The records below are to be output exactly, except for their pictures.

━━━ Dataset extract

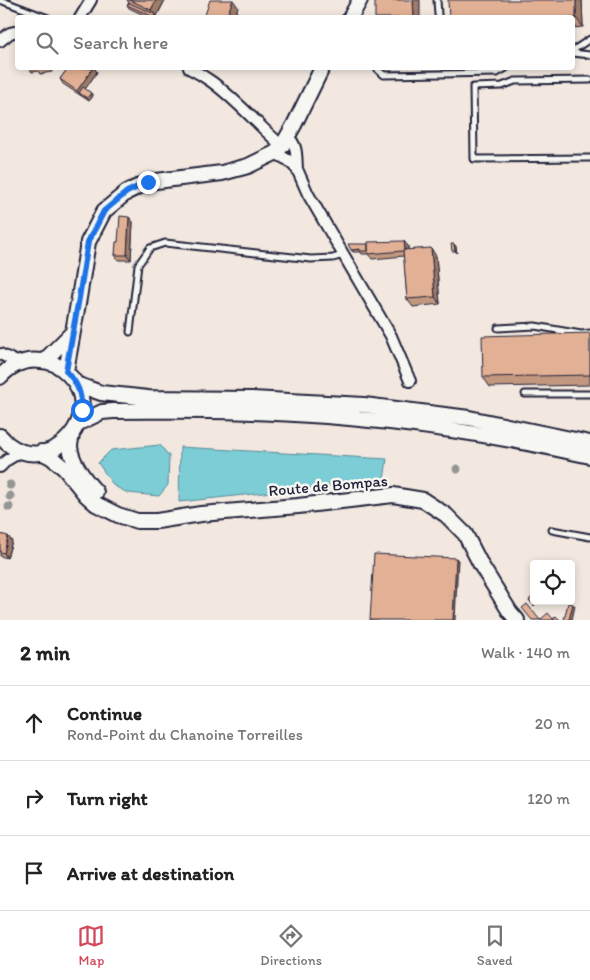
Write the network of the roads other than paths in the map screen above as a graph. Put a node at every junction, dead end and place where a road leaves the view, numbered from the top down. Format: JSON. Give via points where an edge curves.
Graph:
{"nodes":[{"id":1,"x":0,"y":0,"type":"edge"},
{"id":2,"x":91,"y":0,"type":"edge"},
{"id":3,"x":360,"y":0,"type":"edge"},
{"id":4,"x":437,"y":0,"type":"edge"},
{"id":5,"x":40,"y":15,"type":"edge"},
{"id":6,"x":82,"y":15,"type":"edge"},
{"id":7,"x":352,"y":15,"type":"edge"},
{"id":8,"x":438,"y":15,"type":"dead end"},
{"id":9,"x":15,"y":32,"type":"edge"},
{"id":10,"x":590,"y":39,"type":"edge"},
{"id":11,"x":0,"y":41,"type":"edge"},
{"id":12,"x":575,"y":50,"type":"edge"},
{"id":13,"x":575,"y":52,"type":"edge"},
{"id":14,"x":590,"y":55,"type":"edge"},
{"id":15,"x":192,"y":70,"type":"edge"},
{"id":16,"x":321,"y":70,"type":"edge"},
{"id":17,"x":378,"y":70,"type":"edge"},
{"id":18,"x":502,"y":70,"type":"edge"},
{"id":19,"x":590,"y":80,"type":"edge"},
{"id":20,"x":281,"y":145,"type":"junction"},
{"id":21,"x":590,"y":158,"type":"edge"},
{"id":22,"x":297,"y":169,"type":"junction"},
{"id":23,"x":344,"y":255,"type":"junction"},
{"id":24,"x":498,"y":328,"type":"dead end"},
{"id":25,"x":130,"y":332,"type":"dead end"},
{"id":26,"x":72,"y":333,"type":"junction"},
{"id":27,"x":590,"y":333,"type":"edge"},
{"id":28,"x":0,"y":354,"type":"edge"},
{"id":29,"x":44,"y":361,"type":"junction"},
{"id":30,"x":19,"y":363,"type":"junction"},
{"id":31,"x":66,"y":371,"type":"junction"},
{"id":32,"x":1,"y":372,"type":"edge"},
{"id":33,"x":410,"y":381,"type":"dead end"},
{"id":34,"x":76,"y":384,"type":"junction"},
{"id":35,"x":525,"y":394,"type":"dead end"},
{"id":36,"x":590,"y":394,"type":"edge"},
{"id":37,"x":79,"y":423,"type":"junction"},
{"id":38,"x":72,"y":435,"type":"junction"},
{"id":39,"x":0,"y":436,"type":"edge"},
{"id":40,"x":590,"y":443,"type":"edge"},
{"id":41,"x":22,"y":451,"type":"junction"},
{"id":42,"x":41,"y":452,"type":"junction"},
{"id":43,"x":590,"y":456,"type":"edge"},
{"id":44,"x":0,"y":467,"type":"edge"},
{"id":45,"x":201,"y":514,"type":"junction"},
{"id":46,"x":552,"y":530,"type":"dead end"},
{"id":47,"x":590,"y":537,"type":"edge"},
{"id":48,"x":517,"y":620,"type":"edge"}],
"edges":[{"from":1,"to":5,"type":"lane"},
{"from":2,"to":6,"type":"street"},
{"from":3,"to":7,"type":"main road"},
{"from":4,"to":8,"type":"lane"},
{"from":9,"to":11,"type":"street"},
{"from":10,"to":12,"type":"lane"},
{"from":13,"to":14,"type":"lane"},
{"from":15,"to":20,"type":"street","via":[[212,82]]},
{"from":16,"to":20,"type":"main road"},
{"from":17,"to":18,"type":"lane","via":[[384,75]]},
{"from":19,"to":21,"type":"lane","via":[[516,81],[502,86],[473,87],[474,159]]},
{"from":20,"to":22,"type":"street"},
{"from":20,"to":22,"type":"street","via":[[293,141]]},
{"from":20,"to":26,"type":"main road","via":[[248,166],[222,173],[148,182],[127,192],[104,211],[88,242]]},
{"from":22,"to":23,"type":"street"},
{"from":23,"to":25,"type":"lane","via":[[311,259],[165,243],[150,248],[138,265]]},
{"from":23,"to":33,"type":"street","via":[[391,336]]},
{"from":24,"to":27,"type":"lane","via":[[535,326]]},
{"from":26,"to":29,"type":"main road"},
{"from":26,"to":31,"type":"main road"},
{"from":28,"to":30,"type":"street"},
{"from":29,"to":30,"type":"main road"},
{"from":29,"to":31,"type":"main road"},
{"from":30,"to":32,"type":"main road"},
{"from":31,"to":34,"type":"main road"},
{"from":34,"to":37,"type":"main road","via":[[82,410]]},
{"from":34,"to":40,"type":"main road","via":[[101,393],[148,398],[364,405],[469,418]]},
{"from":35,"to":36,"type":"lane"},
{"from":37,"to":38,"type":"main road"},
{"from":37,"to":43,"type":"main road","via":[[102,412],[113,411],[304,415],[450,430]]},
{"from":38,"to":42,"type":"main road","via":[[58,447]]},
{"from":38,"to":45,"type":"main road","name":"Route de Bompas","via":[[70,448],[75,463],[102,498],[138,512]]},
{"from":39,"to":41,"type":"main road"},
{"from":41,"to":42,"type":"main road"},
{"from":41,"to":44,"type":"street"},
{"from":42,"to":45,"type":"main road","name":"Route de Bompas","via":[[65,469],[96,504],[136,522]]},
{"from":45,"to":48,"type":"main road","name":"Route de Bompas","via":[[393,495],[423,500],[446,515],[465,534]]},
{"from":46,"to":47,"type":"lane"}]}
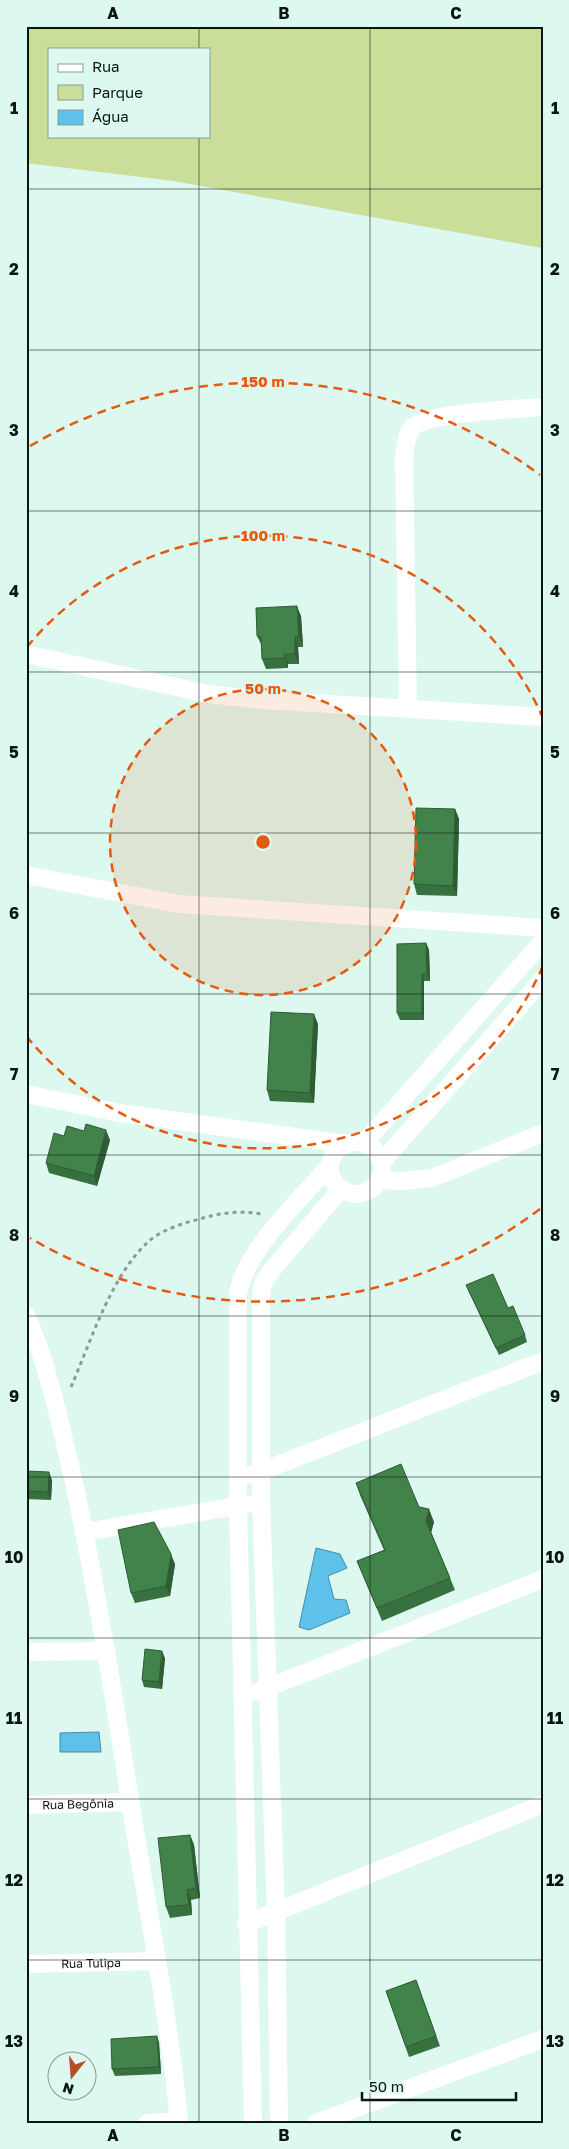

━━━━━━

_Response to the task_:
Write the network of the roads other than paths in the map screen above as a graph. Put a node at every junction, dead end and place where a road leaves the view, numbered from the top down. Format: JSON. Give via points where an edge curves.
Graph:
{"nodes":[{"id":1,"x":0,"y":0,"type":"edge"},
{"id":2,"x":91,"y":0,"type":"edge"},
{"id":3,"x":360,"y":0,"type":"edge"},
{"id":4,"x":437,"y":0,"type":"edge"},
{"id":5,"x":40,"y":15,"type":"edge"},
{"id":6,"x":82,"y":15,"type":"edge"},
{"id":7,"x":352,"y":15,"type":"edge"},
{"id":8,"x":438,"y":15,"type":"dead end"},
{"id":9,"x":15,"y":32,"type":"edge"},
{"id":10,"x":590,"y":39,"type":"edge"},
{"id":11,"x":0,"y":41,"type":"edge"},
{"id":12,"x":575,"y":50,"type":"edge"},
{"id":13,"x":575,"y":52,"type":"edge"},
{"id":14,"x":590,"y":55,"type":"edge"},
{"id":15,"x":192,"y":70,"type":"edge"},
{"id":16,"x":321,"y":70,"type":"edge"},
{"id":17,"x":378,"y":70,"type":"edge"},
{"id":18,"x":502,"y":70,"type":"edge"},
{"id":19,"x":590,"y":80,"type":"edge"},
{"id":20,"x":281,"y":145,"type":"junction"},
{"id":21,"x":590,"y":158,"type":"edge"},
{"id":22,"x":297,"y":169,"type":"junction"},
{"id":23,"x":344,"y":255,"type":"junction"},
{"id":24,"x":498,"y":328,"type":"dead end"},
{"id":25,"x":130,"y":332,"type":"dead end"},
{"id":26,"x":72,"y":333,"type":"junction"},
{"id":27,"x":590,"y":333,"type":"edge"},
{"id":28,"x":0,"y":354,"type":"edge"},
{"id":29,"x":44,"y":361,"type":"junction"},
{"id":30,"x":19,"y":363,"type":"junction"},
{"id":31,"x":66,"y":371,"type":"junction"},
{"id":32,"x":1,"y":372,"type":"edge"},
{"id":33,"x":410,"y":381,"type":"dead end"},
{"id":34,"x":76,"y":384,"type":"junction"},
{"id":35,"x":525,"y":394,"type":"dead end"},
{"id":36,"x":590,"y":394,"type":"edge"},
{"id":37,"x":79,"y":423,"type":"junction"},
{"id":38,"x":72,"y":435,"type":"junction"},
{"id":39,"x":0,"y":436,"type":"edge"},
{"id":40,"x":590,"y":443,"type":"edge"},
{"id":41,"x":22,"y":451,"type":"junction"},
{"id":42,"x":41,"y":452,"type":"junction"},
{"id":43,"x":590,"y":456,"type":"edge"},
{"id":44,"x":0,"y":467,"type":"edge"},
{"id":45,"x":201,"y":514,"type":"junction"},
{"id":46,"x":552,"y":530,"type":"dead end"},
{"id":47,"x":590,"y":537,"type":"edge"},
{"id":48,"x":517,"y":620,"type":"edge"}],
"edges":[{"from":1,"to":5,"type":"lane"},
{"from":2,"to":6,"type":"street"},
{"from":3,"to":7,"type":"main road"},
{"from":4,"to":8,"type":"lane"},
{"from":9,"to":11,"type":"street"},
{"from":10,"to":12,"type":"lane"},
{"from":13,"to":14,"type":"lane"},
{"from":15,"to":20,"type":"street","via":[[212,82]]},
{"from":16,"to":20,"type":"main road"},
{"from":17,"to":18,"type":"lane","via":[[384,75]]},
{"from":19,"to":21,"type":"lane","via":[[516,81],[502,86],[473,87],[474,159]]},
{"from":20,"to":22,"type":"street"},
{"from":20,"to":22,"type":"street","via":[[293,141]]},
{"from":20,"to":26,"type":"main road","via":[[248,166],[222,173],[148,182],[127,192],[104,211],[88,242]]},
{"from":22,"to":23,"type":"street"},
{"from":23,"to":25,"type":"lane","via":[[311,259],[165,243],[150,248],[138,265]]},
{"from":23,"to":33,"type":"street","via":[[391,336]]},
{"from":24,"to":27,"type":"lane","via":[[535,326]]},
{"from":26,"to":29,"type":"main road"},
{"from":26,"to":31,"type":"main road"},
{"from":28,"to":30,"type":"street"},
{"from":29,"to":30,"type":"main road"},
{"from":29,"to":31,"type":"main road"},
{"from":30,"to":32,"type":"main road"},
{"from":31,"to":34,"type":"main road"},
{"from":34,"to":37,"type":"main road","via":[[82,410]]},
{"from":34,"to":40,"type":"main road","via":[[101,393],[148,398],[364,405],[469,418]]},
{"from":35,"to":36,"type":"lane"},
{"from":37,"to":38,"type":"main road"},
{"from":37,"to":43,"type":"main road","via":[[102,412],[113,411],[304,415],[450,430]]},
{"from":38,"to":42,"type":"main road","via":[[58,447]]},
{"from":38,"to":45,"type":"main road","name":"Route de Bompas","via":[[70,448],[75,463],[102,498],[138,512]]},
{"from":39,"to":41,"type":"main road"},
{"from":41,"to":42,"type":"main road"},
{"from":41,"to":44,"type":"street"},
{"from":42,"to":45,"type":"main road","name":"Route de Bompas","via":[[65,469],[96,504],[136,522]]},
{"from":45,"to":48,"type":"main road","name":"Route de Bompas","via":[[393,495],[423,500],[446,515],[465,534]]},
{"from":46,"to":47,"type":"lane"}]}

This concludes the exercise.